The foundation of all valuing — for a person who chooses to live — is the value of one’s own life. But one’s own life can only be a value if one chooses it. Since all other values, including moral values, depend on the value of one’s life, there is no basis for any moral requirement to value one’s life. The value of life — and with it all values and all morality — rest on the choice to live.

Objectivist ethics points out that it’s not an unchosen burden, as ethical systems based on duty or altruism are. It’s the means to an end you have to choose — your life, your flourishing, your happiness.

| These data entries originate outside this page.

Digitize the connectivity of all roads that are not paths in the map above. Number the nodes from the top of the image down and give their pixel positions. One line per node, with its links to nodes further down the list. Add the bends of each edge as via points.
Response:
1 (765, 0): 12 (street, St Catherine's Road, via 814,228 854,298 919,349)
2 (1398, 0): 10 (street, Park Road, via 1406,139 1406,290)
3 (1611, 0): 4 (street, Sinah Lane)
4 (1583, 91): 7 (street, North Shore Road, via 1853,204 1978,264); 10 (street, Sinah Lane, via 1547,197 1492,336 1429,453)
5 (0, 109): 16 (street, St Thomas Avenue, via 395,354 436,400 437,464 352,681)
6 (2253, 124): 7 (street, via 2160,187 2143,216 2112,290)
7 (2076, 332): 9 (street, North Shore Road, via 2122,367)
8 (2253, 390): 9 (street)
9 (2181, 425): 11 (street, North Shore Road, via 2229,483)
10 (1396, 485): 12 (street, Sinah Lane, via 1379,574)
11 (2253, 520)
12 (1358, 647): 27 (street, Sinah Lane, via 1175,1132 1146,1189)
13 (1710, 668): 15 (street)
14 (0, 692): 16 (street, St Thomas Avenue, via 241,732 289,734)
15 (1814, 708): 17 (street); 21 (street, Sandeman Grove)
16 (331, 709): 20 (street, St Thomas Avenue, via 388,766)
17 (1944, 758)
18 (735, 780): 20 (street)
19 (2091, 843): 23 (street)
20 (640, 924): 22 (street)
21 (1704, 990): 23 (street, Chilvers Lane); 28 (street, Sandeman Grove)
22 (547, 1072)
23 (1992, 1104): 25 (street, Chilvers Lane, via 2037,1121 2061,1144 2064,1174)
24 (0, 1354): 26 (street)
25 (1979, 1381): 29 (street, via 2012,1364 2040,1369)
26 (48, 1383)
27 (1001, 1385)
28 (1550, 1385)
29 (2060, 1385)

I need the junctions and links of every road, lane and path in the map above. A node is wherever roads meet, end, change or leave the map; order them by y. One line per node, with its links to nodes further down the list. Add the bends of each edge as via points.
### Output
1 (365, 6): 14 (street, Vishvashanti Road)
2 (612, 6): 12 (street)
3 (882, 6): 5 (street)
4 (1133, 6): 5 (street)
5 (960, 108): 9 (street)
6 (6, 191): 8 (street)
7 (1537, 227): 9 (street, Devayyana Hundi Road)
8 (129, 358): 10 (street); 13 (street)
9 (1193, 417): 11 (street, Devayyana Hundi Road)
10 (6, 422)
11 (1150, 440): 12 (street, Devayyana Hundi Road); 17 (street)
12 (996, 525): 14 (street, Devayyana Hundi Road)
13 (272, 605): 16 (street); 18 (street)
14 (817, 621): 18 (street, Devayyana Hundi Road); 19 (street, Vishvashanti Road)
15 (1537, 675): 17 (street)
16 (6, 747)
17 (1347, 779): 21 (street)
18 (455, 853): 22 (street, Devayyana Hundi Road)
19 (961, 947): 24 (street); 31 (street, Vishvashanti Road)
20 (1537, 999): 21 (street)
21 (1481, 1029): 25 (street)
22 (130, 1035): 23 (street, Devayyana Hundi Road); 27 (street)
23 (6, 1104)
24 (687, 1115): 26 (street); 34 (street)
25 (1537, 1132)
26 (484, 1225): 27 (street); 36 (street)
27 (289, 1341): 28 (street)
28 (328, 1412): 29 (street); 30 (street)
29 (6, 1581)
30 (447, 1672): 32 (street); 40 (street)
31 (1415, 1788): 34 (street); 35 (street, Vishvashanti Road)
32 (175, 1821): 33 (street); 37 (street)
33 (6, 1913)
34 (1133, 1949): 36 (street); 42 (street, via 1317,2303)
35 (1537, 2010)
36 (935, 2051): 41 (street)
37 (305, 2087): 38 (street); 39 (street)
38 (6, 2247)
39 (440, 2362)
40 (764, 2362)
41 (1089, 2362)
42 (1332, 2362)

If life is a choice, death is an option. Because the choice to live is the foundation of morality, moral arguments do not apply to a person who has opted to die. There is, therefore, no basis to condemn a person who has chosen to die.

Accepting that you have the option to die does not have to mean rejecting the value of life

Accepting that death is an option, and that people who see no reason to live for themselves don’t owe it to others to live for them, rules out the possibility of a life worse than death.

If you are not willing to live for the sake of others, and if others will not force you to live for their sake, then you can never be trapped in a life so miserable that you would rather not exist at all. And if you know that those who matter to you would not want you to live in such misery for their sakes, then you can never be held to such a life by your feelings for them.

If you accept that you are free to die, then you can seriously consider the choice to live. You’re free to choose your life based on the values you see in it—and so long as values are open to you, you can focus your life on the things that make it valuable to you.